To the media, President Trump is the “Hotel California” of public figures: You can check out any time you like, but you can never leave. 

And if reports that Trump will kick off a 2024 campaign during President-elect Biden’s inauguration next month are any indication, expect that campaign – complete with massive rallies and daily tweetstorms around allegations of a stolen election – to last a mere 1,385 days until the next presidential election on Nov. 5, 2024.  

For the media, this is a dream scenario, because no public figure in U.S. history has generated the kind of attention and ratings that Trump does. If he were to leave quietly like the last Republican president to exit office, in the form of George W. Bush, the American press would have (relatively) little to speculate and piously opine about. 

But Trump has no filter. He has nearly 90 million Twitter followers, which is about equal to the populations of France and Australia combined. The four-year campaign will begin before Biden is even sworn in and will continue on an hourly basis, complete with regular TV and radio interviews. 

Off-year? There will be no off-year. Nothing stops. 

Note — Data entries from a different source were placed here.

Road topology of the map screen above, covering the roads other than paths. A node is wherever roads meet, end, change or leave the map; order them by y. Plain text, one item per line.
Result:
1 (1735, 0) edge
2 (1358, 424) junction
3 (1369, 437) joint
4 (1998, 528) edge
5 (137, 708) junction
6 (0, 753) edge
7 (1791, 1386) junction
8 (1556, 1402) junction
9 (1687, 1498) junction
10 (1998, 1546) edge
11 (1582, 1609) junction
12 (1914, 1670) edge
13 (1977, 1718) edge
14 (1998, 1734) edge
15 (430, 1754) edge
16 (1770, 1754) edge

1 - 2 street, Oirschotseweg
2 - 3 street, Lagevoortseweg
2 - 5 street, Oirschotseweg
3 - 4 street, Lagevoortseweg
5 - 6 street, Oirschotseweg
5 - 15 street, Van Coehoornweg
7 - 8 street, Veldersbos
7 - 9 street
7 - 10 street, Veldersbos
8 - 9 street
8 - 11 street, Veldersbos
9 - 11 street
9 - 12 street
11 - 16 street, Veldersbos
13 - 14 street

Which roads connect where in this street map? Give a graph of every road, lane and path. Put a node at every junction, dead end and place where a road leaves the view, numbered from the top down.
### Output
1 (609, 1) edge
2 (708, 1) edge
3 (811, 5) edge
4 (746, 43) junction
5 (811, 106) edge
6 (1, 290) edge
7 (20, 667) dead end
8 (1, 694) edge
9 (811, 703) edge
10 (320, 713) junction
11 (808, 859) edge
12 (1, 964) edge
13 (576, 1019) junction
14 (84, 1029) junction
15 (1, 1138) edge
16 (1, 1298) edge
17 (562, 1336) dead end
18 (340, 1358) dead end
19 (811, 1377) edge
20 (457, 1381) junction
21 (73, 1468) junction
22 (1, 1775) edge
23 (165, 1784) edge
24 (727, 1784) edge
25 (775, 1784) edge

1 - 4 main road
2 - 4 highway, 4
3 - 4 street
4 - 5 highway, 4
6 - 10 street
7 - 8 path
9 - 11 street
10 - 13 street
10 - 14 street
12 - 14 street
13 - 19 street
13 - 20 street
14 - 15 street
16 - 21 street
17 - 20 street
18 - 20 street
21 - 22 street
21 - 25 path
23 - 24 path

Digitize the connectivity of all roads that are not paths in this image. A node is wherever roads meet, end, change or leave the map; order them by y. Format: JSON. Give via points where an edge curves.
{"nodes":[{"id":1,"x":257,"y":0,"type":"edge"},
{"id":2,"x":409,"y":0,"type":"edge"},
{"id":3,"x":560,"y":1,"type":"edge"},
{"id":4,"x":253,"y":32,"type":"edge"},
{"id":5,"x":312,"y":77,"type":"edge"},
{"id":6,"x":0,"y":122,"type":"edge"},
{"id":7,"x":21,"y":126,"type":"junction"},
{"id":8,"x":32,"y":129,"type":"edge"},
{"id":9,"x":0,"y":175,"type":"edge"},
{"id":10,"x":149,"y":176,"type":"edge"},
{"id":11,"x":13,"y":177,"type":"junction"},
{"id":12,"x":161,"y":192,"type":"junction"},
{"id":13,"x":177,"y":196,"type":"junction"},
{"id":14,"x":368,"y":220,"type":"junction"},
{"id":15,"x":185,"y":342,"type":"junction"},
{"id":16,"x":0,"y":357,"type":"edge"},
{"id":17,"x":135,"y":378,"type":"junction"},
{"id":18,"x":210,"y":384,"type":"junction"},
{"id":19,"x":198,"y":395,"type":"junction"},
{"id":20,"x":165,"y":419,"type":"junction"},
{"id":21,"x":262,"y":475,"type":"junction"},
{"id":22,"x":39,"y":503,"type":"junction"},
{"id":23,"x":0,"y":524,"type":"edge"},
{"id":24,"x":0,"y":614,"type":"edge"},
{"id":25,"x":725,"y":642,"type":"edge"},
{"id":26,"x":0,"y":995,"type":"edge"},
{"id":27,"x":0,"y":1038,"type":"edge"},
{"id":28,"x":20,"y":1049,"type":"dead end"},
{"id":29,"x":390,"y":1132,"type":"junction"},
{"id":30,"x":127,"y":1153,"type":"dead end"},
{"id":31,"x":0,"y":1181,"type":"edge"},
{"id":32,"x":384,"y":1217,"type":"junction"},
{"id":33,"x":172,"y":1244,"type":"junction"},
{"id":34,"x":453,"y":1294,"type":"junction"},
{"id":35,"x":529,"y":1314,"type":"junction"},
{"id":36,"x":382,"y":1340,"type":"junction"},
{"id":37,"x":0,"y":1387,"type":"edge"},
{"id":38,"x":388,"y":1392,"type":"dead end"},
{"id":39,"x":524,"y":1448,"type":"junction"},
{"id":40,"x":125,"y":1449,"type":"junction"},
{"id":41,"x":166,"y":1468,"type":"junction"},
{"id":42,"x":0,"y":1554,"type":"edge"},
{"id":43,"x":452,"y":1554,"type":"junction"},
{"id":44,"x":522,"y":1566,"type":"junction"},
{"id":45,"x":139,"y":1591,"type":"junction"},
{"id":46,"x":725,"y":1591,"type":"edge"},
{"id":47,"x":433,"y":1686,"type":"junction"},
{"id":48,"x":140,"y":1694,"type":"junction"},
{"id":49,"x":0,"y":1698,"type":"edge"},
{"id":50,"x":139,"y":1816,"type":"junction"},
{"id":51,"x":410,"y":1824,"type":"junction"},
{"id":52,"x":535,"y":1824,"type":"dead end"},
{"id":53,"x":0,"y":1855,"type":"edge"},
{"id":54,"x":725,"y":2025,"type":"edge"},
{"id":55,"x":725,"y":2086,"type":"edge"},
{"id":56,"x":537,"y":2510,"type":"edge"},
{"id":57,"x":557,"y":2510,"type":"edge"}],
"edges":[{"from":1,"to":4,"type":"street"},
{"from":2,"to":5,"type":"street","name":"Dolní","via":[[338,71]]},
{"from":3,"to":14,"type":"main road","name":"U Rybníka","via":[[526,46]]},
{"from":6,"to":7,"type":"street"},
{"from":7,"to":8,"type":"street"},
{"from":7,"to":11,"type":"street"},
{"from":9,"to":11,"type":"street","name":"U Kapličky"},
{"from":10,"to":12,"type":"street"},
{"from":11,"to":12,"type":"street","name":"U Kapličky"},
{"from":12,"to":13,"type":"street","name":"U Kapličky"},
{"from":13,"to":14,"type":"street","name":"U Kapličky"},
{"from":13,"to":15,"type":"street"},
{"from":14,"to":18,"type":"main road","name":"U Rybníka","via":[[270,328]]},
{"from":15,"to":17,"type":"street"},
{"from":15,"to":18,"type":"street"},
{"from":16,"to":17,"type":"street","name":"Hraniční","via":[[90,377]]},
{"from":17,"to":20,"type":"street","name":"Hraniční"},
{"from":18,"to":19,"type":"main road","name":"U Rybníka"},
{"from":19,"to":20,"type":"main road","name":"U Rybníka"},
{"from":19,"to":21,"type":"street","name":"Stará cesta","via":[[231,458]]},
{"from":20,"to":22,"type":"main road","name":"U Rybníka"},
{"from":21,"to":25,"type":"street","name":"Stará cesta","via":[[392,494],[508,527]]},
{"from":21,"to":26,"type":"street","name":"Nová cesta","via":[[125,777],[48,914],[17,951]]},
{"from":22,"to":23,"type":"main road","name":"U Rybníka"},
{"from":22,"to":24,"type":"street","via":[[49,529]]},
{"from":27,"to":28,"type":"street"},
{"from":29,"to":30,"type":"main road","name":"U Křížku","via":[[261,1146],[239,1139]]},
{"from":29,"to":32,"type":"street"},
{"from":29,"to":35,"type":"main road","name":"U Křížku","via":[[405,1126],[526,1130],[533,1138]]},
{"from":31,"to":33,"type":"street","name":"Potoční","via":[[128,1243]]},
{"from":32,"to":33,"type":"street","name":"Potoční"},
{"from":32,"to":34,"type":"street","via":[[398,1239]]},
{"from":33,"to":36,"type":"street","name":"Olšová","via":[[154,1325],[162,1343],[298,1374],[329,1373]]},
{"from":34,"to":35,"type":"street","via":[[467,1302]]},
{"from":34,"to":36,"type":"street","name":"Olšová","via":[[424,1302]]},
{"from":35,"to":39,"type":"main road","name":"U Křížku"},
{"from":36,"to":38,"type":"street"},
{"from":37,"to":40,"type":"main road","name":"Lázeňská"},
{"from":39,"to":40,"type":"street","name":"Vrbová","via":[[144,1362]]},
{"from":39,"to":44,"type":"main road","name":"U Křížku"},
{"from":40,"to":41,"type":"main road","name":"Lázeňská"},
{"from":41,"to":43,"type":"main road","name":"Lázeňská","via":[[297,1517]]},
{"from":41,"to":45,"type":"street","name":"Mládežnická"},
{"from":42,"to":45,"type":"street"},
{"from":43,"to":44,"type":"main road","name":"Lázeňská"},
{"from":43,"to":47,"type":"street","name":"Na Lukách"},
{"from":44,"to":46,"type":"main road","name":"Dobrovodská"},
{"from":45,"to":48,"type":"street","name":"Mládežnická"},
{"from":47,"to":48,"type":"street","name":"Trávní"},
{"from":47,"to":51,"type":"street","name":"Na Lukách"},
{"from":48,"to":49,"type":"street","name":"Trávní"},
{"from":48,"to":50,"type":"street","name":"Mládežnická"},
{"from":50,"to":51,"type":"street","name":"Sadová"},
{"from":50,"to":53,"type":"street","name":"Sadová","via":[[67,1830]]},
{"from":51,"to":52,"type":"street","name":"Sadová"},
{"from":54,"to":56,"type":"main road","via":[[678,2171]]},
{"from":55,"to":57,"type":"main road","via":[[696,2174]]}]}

Meanwhile, it will be quite easy for Trump to attract the lion’s share of attention, because a Biden administration will consist of a fraction of the access we witnessed over the past four years. Daily interaction with the media via press conferences and gaggles will be relatively non-existent. We know this because Biden doesn’t even call on reporters himself during rare press conferences; instead, he has a staffer call on a predetermined list of reporters who his team feels won’t take the 78-year-old out of his safe space by asking a challenging question. Vice President-elect Harris has yet to hold any solo press conferences or press gaggles since being chosen as Biden’s running mate 112 days ago.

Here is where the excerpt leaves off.